Click on the Haaretz podcast below and you’ll find that all the speakers are worth a listen. If your time is tight, though, cut directly to Masha Gessen (at 14:20) who upholds a primary truth that’s often evaded by those who rightly condemn soft-headed, hard-hearted Israel-is-Over triumphalism (especially in the wake of October 7th).
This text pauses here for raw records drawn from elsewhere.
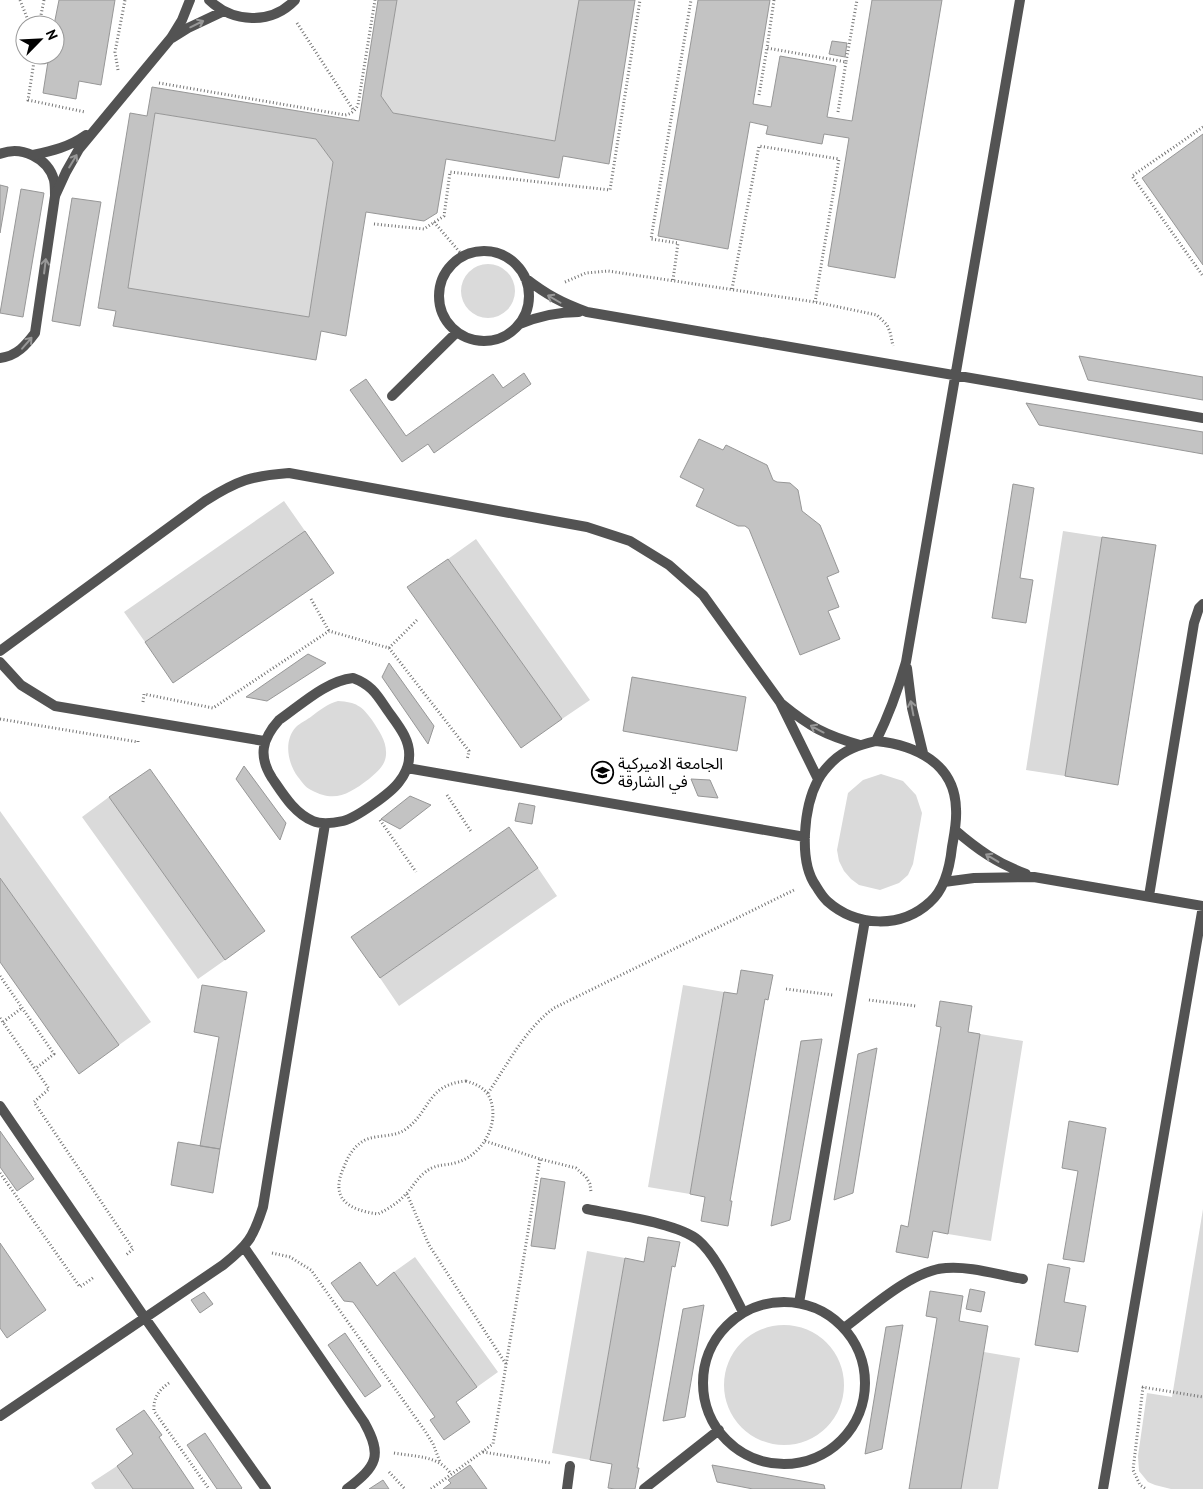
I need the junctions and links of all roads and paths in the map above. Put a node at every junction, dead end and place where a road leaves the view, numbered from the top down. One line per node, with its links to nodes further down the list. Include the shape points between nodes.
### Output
1 (20, 0): 14 (path)
2 (44, 0): 15 (path)
3 (125, 0): 21 (path, via 115,52)
4 (190, 0): 16 (street)
5 (209, 0): 13 (street)
6 (374, 0): 23 (path, via 358,105)
7 (640, 0): 31 (path, via 610,190 450,172 444,216)
8 (691, 0): 36 (path, via 651,239 678,243)
9 (774, 0): 17 (path)
10 (857, 0): 18 (path)
11 (1020, 0): 45 (street)
12 (291, 4): 13 (street, via 273,15 256,18); 23 (path)
13 (224, 11): 16 (street, one-way to 13)
14 (26, 15)
15 (41, 15)
16 (171, 38): 20 (street)
17 (767, 48): 18 (path); 22 (path)
18 (846, 62): 24 (path)
19 (33, 65): 25 (path, via 28,100)
20 (137, 79): 21 (street); 23 (path, via 345,115)
21 (126, 92): 25 (street)
22 (759, 96)
23 (354, 111)
24 (838, 112)
25 (105, 117): 27 (street)
26 (1203, 127): 34 (path, via 1132,176)
27 (95, 129): 29 (street, via 55,151); 30 (street, one-way to 27, via 70,164)
28 (0, 154): 29 (street, via 18,151)
29 (33, 155): 30 (street, via 46,165 54,179)
30 (55, 196): 43 (street, one-way to 30, via 24,348 35,332)
31 (434, 222): 32 (path, via 424,229); 33 (path)
32 (374, 224)
33 (463, 256): 35 (street, via 477,251 492,251 517,266); 42 (street, via 451,264 442,277 439,291 439,306 446,321)
34 (1203, 276)
35 (525, 278): 38 (street); 41 (street, via 528,302)
36 (673, 280): 37 (path); 38 (path, via 608,270 579,276)
37 (732, 289): 39 (path); 39 (path, via 759,146 839,160)
38 (544, 293): 40 (street, one-way to 38)
39 (815, 302): 44 (path, via 877,315 890,332)
40 (587, 312): 41 (street, via 541,316); 44 (street)
41 (520, 324): 42 (street, via 502,338 486,341 471,339)
42 (457, 332): 46 (street)
43 (0, 358)
44 (896, 366): 45 (street)
45 (956, 376): 47 (street); 55 (street)
46 (392, 396)
47 (1203, 418)
48 (311, 599): 51 (path)
49 (1203, 604): 76 (street, via 1194,623)
50 (418, 619): 52 (path)
51 (329, 632): 52 (path); 58 (path, via 213,708 144,694)
52 (389, 648): 65 (path, via 469,751)
53 (0, 651): 56 (street, via 231,485 259,475 289,473 587,527 630,542 669,564 704,594)
54 (0, 662): 58 (street, via 21,685 55,706)
55 (906, 662): 60 (street, via 899,689); 62 (street, one-way to 55, via 912,708)
56 (780, 702): 61 (street, one-way to 56, via 830,736 803,722); 66 (street)
57 (0, 719): 58 (path, via 138,742)
58 (140, 721): 59 (street)
59 (264, 741): 63 (street, via 279,720 340,679 353,678 366,682 376,692 403,731 410,757); 68 (street, via 266,768 282,794 300,814)
60 (876, 741): 61 (street); 62 (street)
61 (860, 744): 66 (street, via 832,762)
62 (923, 753): 69 (street, via 940,767 952,786)
63 (407, 768): 64 (street); 67 (street, via 394,788)
64 (431, 772): 65 (street); 70 (path)
65 (463, 778): 71 (street)
66 (818, 779): 71 (street)
67 (370, 806): 68 (street, via 345,821); 72 (path)
68 (325, 824): 91 (street, via 263,1207)
69 (955, 830): 73 (street, one-way to 69, via 1005,866 978,850); 75 (street)
70 (472, 833)
71 (805, 837): 74 (street, via 805,860)
72 (416, 872)
73 (1034, 877): 75 (street); 76 (street)
74 (812, 881): 78 (street, via 826,900 844,913); 84 (path, via 554,1008 526,1036)
75 (944, 882): 78 (street, via 931,901 912,915 889,922)
76 (1148, 896): 77 (street)
77 (1203, 906): 100 (street)
78 (865, 920): 94 (street)
79 (0, 976): 80 (path)
80 (22, 1008): 82 (path); 83 (path, via 54,1054)
81 (0, 1018): 82 (path)
82 (3, 1022): 83 (path)
83 (35, 1069): 92 (path, via 49,1089 34,1102 133,1249)
84 (488, 1094): 86 (path, via 493,1123); 89 (path, via 483,1088 466,1081 448,1086 435,1094 414,1123 403,1131 365,1140 355,1148 338,1184 342,1199 354,1209 378,1214)
85 (0, 1106): 92 (street)
86 (485, 1141): 87 (path); 89 (path, via 458,1163 431,1168)
87 (540, 1159): 90 (path, via 576,1168 586,1176 591,1193); 98 (path)
88 (0, 1173): 92 (path, via 80,1287)
89 (407, 1194): 98 (path, via 429,1245)
90 (587, 1209): 95 (street, via 684,1231 698,1240 710,1253)
91 (246, 1250): 96 (street); 105 (street, via 364,1422); 107 (path, via 290,1257 311,1270 425,1431)
92 (110, 1266): 96 (street)
93 (1023, 1278): 97 (street, via 958,1268 933,1270 909,1280)
94 (799, 1303): 95 (street, via 780,1301); 97 (street, via 816,1308)
95 (743, 1312): 104 (street, via 716,1339 704,1375 709,1413)
96 (145, 1318): 99 (street); 103 (street)
97 (844, 1328): 104 (street, via 861,1359 864,1393 852,1426 828,1451 795,1463 761,1460 730,1443)
98 (507, 1364): 106 (path, via 493,1444)
99 (183, 1372): 110 (path, via 157,1394 154,1411); 111 (street)
100 (1122, 1384): 101 (path); 116 (street)
101 (1143, 1387): 102 (path); 117 (path, via 1133,1463 1135,1477)
102 (1203, 1397)
103 (0, 1416)
104 (719, 1430): 115 (street)
105 (375, 1450): 107 (path); 112 (street, via 370,1469)
106 (483, 1452): 108 (path); 109 (path)
107 (440, 1462): 109 (path)
108 (570, 1466): 114 (street)
109 (451, 1474): 113 (path)
110 (209, 1489)
111 (266, 1489)
112 (347, 1489)
113 (431, 1489)
114 (567, 1489)
115 (644, 1489)
116 (1103, 1489)
117 (1146, 1489)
Gessen puts the cruelty of the ongoing ethnic cleansing of Palestinians on the West Bank first.

What Was It Like Being Jewish Outside Israel in 2024: Franklin Foer, Masha Gessen, Tony Kushner and More – Podcasts – Haaretz.com

“It All Started at the Border”

Back in May, Radley Balko spelled out the details of Stephen Miller et al.’s monstrous plans for a deportation army, (cholera) camps and “efficient” airlifts. (Per Miller: “So you build these facilities where then you’re able to say, you know, hypothetically, three times a day are the flights back to Mexico. Two times a day are the flights back to the Northern Triangle, right. On Monday and Friday are the flights back to different African countries, right.”)

A swatch from the opening of Balko’s piece:

Donald Trump wants to deport 15 million peopleHe has now made that promise on multiple occasions. He made similar promises during his first term, when he said he’d deport 8 million people. Back then, he was thwarted by institutional resistance, other priorities, incompetence, and his general tendency to get distracted.

But this time there’s a plan. It is not a smart plan, nor is it an achievable one. But it is an unapologetically autocratic plan.

“You don’t even try something like this unless you aspire to have an authoritarian government behind you,” Lisa Sherman Luna, executive director of the Tennessee Immigrant and Refugee Rights Coalition told me. “You’re talking about soldiers marching through neighborhoods across the country, pulling families out of their homes.”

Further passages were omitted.